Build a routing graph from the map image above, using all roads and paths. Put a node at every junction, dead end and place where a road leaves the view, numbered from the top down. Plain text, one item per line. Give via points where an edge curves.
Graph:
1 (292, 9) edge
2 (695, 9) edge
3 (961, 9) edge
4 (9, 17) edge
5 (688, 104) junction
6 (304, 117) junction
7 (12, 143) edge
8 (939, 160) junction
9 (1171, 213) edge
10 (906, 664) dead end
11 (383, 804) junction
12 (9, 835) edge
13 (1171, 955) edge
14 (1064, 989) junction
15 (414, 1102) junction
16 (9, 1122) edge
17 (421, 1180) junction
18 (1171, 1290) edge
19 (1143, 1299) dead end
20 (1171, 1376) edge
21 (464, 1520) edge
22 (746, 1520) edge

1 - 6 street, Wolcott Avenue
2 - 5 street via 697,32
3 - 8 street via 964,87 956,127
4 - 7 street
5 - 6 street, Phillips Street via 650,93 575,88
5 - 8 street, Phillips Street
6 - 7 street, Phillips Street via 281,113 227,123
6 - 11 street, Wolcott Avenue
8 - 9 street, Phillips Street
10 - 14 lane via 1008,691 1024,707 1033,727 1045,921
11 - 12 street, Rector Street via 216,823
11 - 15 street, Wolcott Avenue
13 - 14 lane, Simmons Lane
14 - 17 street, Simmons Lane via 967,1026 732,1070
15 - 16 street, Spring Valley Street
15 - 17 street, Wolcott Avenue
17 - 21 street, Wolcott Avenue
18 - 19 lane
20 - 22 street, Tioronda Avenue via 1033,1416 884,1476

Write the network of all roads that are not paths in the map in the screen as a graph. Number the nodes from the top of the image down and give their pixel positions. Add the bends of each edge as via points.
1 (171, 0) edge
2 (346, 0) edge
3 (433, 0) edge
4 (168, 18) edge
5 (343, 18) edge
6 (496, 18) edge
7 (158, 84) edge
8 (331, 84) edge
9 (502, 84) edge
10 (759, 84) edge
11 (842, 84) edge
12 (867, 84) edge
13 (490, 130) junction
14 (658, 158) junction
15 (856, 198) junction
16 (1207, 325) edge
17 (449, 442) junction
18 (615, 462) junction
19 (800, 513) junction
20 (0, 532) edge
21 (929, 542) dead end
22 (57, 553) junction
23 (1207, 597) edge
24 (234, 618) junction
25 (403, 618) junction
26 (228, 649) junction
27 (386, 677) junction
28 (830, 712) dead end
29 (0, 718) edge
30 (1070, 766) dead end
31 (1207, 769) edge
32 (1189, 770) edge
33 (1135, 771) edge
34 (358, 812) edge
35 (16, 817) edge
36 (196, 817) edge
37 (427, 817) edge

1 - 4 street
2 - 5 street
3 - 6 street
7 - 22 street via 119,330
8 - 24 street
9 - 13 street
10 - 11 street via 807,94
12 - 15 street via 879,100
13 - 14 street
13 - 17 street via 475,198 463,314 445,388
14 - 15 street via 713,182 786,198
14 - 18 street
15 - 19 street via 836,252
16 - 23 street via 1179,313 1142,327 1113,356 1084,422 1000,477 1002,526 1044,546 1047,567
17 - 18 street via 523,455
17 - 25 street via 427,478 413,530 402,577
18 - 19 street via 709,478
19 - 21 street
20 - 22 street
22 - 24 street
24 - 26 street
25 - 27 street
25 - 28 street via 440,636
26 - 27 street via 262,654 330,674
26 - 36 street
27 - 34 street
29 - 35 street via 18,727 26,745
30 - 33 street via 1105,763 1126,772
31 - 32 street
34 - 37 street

• _Problem details_
Every line must be copied exactly as it stands above.

• _Response_
Build a routing graph from the map image above, using all roads and paths. Put a node at every junction, dead end and place where a road leaves the view, numbered from the top down. Plain text, one item per line. Give via points where an edge curves.
Graph:
1 (292, 9) edge
2 (695, 9) edge
3 (961, 9) edge
4 (9, 17) edge
5 (688, 104) junction
6 (304, 117) junction
7 (12, 143) edge
8 (939, 160) junction
9 (1171, 213) edge
10 (906, 664) dead end
11 (383, 804) junction
12 (9, 835) edge
13 (1171, 955) edge
14 (1064, 989) junction
15 (414, 1102) junction
16 (9, 1122) edge
17 (421, 1180) junction
18 (1171, 1290) edge
19 (1143, 1299) dead end
20 (1171, 1376) edge
21 (464, 1520) edge
22 (746, 1520) edge

1 - 6 street, Wolcott Avenue
2 - 5 street via 697,32
3 - 8 street via 964,87 956,127
4 - 7 street
5 - 6 street, Phillips Street via 650,93 575,88
5 - 8 street, Phillips Street
6 - 7 street, Phillips Street via 281,113 227,123
6 - 11 street, Wolcott Avenue
8 - 9 street, Phillips Street
10 - 14 lane via 1008,691 1024,707 1033,727 1045,921
11 - 12 street, Rector Street via 216,823
11 - 15 street, Wolcott Avenue
13 - 14 lane, Simmons Lane
14 - 17 street, Simmons Lane via 967,1026 732,1070
15 - 16 street, Spring Valley Street
15 - 17 street, Wolcott Avenue
17 - 21 street, Wolcott Avenue
18 - 19 lane
20 - 22 street, Tioronda Avenue via 1033,1416 884,1476

Write the network of all roads that are not paths in the map in the screen as a graph. Number the nodes from the top of the image down and give their pixel positions. Add the bends of each edge as via points.
1 (171, 0) edge
2 (346, 0) edge
3 (433, 0) edge
4 (168, 18) edge
5 (343, 18) edge
6 (496, 18) edge
7 (158, 84) edge
8 (331, 84) edge
9 (502, 84) edge
10 (759, 84) edge
11 (842, 84) edge
12 (867, 84) edge
13 (490, 130) junction
14 (658, 158) junction
15 (856, 198) junction
16 (1207, 325) edge
17 (449, 442) junction
18 (615, 462) junction
19 (800, 513) junction
20 (0, 532) edge
21 (929, 542) dead end
22 (57, 553) junction
23 (1207, 597) edge
24 (234, 618) junction
25 (403, 618) junction
26 (228, 649) junction
27 (386, 677) junction
28 (830, 712) dead end
29 (0, 718) edge
30 (1070, 766) dead end
31 (1207, 769) edge
32 (1189, 770) edge
33 (1135, 771) edge
34 (358, 812) edge
35 (16, 817) edge
36 (196, 817) edge
37 (427, 817) edge

1 - 4 street
2 - 5 street
3 - 6 street
7 - 22 street via 119,330
8 - 24 street
9 - 13 street
10 - 11 street via 807,94
12 - 15 street via 879,100
13 - 14 street
13 - 17 street via 475,198 463,314 445,388
14 - 15 street via 713,182 786,198
14 - 18 street
15 - 19 street via 836,252
16 - 23 street via 1179,313 1142,327 1113,356 1084,422 1000,477 1002,526 1044,546 1047,567
17 - 18 street via 523,455
17 - 25 street via 427,478 413,530 402,577
18 - 19 street via 709,478
19 - 21 street
20 - 22 street
22 - 24 street
24 - 26 street
25 - 27 street
25 - 28 street via 440,636
26 - 27 street via 262,654 330,674
26 - 36 street
27 - 34 street
29 - 35 street via 18,727 26,745
30 - 33 street via 1105,763 1126,772
31 - 32 street
34 - 37 street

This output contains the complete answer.